Ao tomarmos decisões específicas de serviço, a votação ou o consenso podem ser a medida da nossa consciência de grupo. Contudo, a consciência de grupo pode ser vista em todos os assuntos da nossa irmandade e não apenas no nosso processo de tomada de decisões. O processo de inventariação do grupo constitui um bom exemplo disso. Quando membros de um grupo de NA se juntam para examinarem a eficácia do seu grupo no cumprimento do seu propósito primordial, cada um deles consulta a sua própria consciência no respeitante ao seu papel individual na vida do grupo. As preocupações do grupo no seu todo são estudadas sob a mesma luz. Essa inventariação poderá não produzir quaisquer decisões específicas de serviço. No entanto, irá produzir, entre os membros do grupo, uma elevada sensibilização espiritual, tanto para as necessidades do adicto que ainda sofre, como para as necessidades dos outros membros do grupo.
Um outro exemplo do desenvolvimento da consciência de grupo sem que se produza uma decisão relacionada com serviço e com o qual cada um de nós poderá identificar-se, encontramo-lo todos os dias nas nossas reuniões de recuperação. Muitos são os momentos em que vamos a uma reunião de NA com um problema pessoal, em busca de conforto, apoio e orientação na experiência de outros adictos em recuperação. Os nossos membros, cada um com a sua personalidade, a sua experiência e as suas necessidades, falam uns com os outros - e connosco - do despertar espiritual que encontraram na aplicação dos Doze Passos nas suas vidas.
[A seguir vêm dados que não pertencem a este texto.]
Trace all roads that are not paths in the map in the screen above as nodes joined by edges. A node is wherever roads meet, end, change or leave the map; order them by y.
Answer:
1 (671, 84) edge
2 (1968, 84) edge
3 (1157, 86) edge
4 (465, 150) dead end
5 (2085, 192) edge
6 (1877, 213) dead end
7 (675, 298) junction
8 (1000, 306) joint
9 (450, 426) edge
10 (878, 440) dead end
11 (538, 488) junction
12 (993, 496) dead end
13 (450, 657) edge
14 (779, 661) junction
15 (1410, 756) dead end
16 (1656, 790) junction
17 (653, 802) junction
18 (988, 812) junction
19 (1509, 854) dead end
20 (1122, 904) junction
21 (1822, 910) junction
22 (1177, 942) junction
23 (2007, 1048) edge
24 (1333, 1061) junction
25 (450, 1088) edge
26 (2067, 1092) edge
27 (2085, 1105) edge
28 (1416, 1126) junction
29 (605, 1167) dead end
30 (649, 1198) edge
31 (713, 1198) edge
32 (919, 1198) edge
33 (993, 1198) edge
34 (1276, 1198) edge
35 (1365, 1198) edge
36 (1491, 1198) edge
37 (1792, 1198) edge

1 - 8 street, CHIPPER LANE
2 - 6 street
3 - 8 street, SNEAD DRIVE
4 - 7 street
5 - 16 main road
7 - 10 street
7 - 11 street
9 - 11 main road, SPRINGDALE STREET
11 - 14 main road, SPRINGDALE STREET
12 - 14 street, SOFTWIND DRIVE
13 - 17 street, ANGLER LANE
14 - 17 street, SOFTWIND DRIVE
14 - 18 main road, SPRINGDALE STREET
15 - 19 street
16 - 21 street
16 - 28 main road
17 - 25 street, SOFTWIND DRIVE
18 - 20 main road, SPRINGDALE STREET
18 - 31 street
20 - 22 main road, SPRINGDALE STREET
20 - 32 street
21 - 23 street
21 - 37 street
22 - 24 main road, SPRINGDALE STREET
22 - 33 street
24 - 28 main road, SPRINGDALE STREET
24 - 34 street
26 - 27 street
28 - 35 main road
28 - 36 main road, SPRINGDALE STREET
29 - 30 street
A partir da diversidade do grupo, revela-se uma mensagem comum, uma mensagem que podemos aplicar nas nossas próprias vidas: a mensagem de recuperação. Nesta mensagem encontramos "o valor terapêutico de um adicto a ajudar outro" e também a consciência de grupo, aplicada, não a uma questão de serviço, mas ao nosso próprio crescimento espiritual.
A consciência de grupo constitui o meio através do qual convidamos, colectivamente, a contínua orientação de um Poder Superior na tomada de decisões. Aplicamos o Sexto Conceito quando prosseguimos com vigor a nossa própria recuperação pessoal, procurando esse contínuo despertar espiritual que torna possível a aplicação dos princípios do programa em todas as áreas das nossas vidas, incluindo nos nossos assuntos de serviço. Aplicamos o Sexto Conceito quando escutamos não só as palavras ditas pelos nossos companheiros, como também o espírito por detrás dessas palavras. Aplicamos o Sexto Conceito quando procuramos fazer a vontade de Deus, e não a nossa, e servir os outros, e não a nós, nas nossas decisões de serviço. Aplicamos o Sexto Conceito nos nossos grupos, comissões e comités de serviço, quando convidamos um Deus amantíssimo a influenciar-nos antes de tomarmos decisões relacionadas com serviço.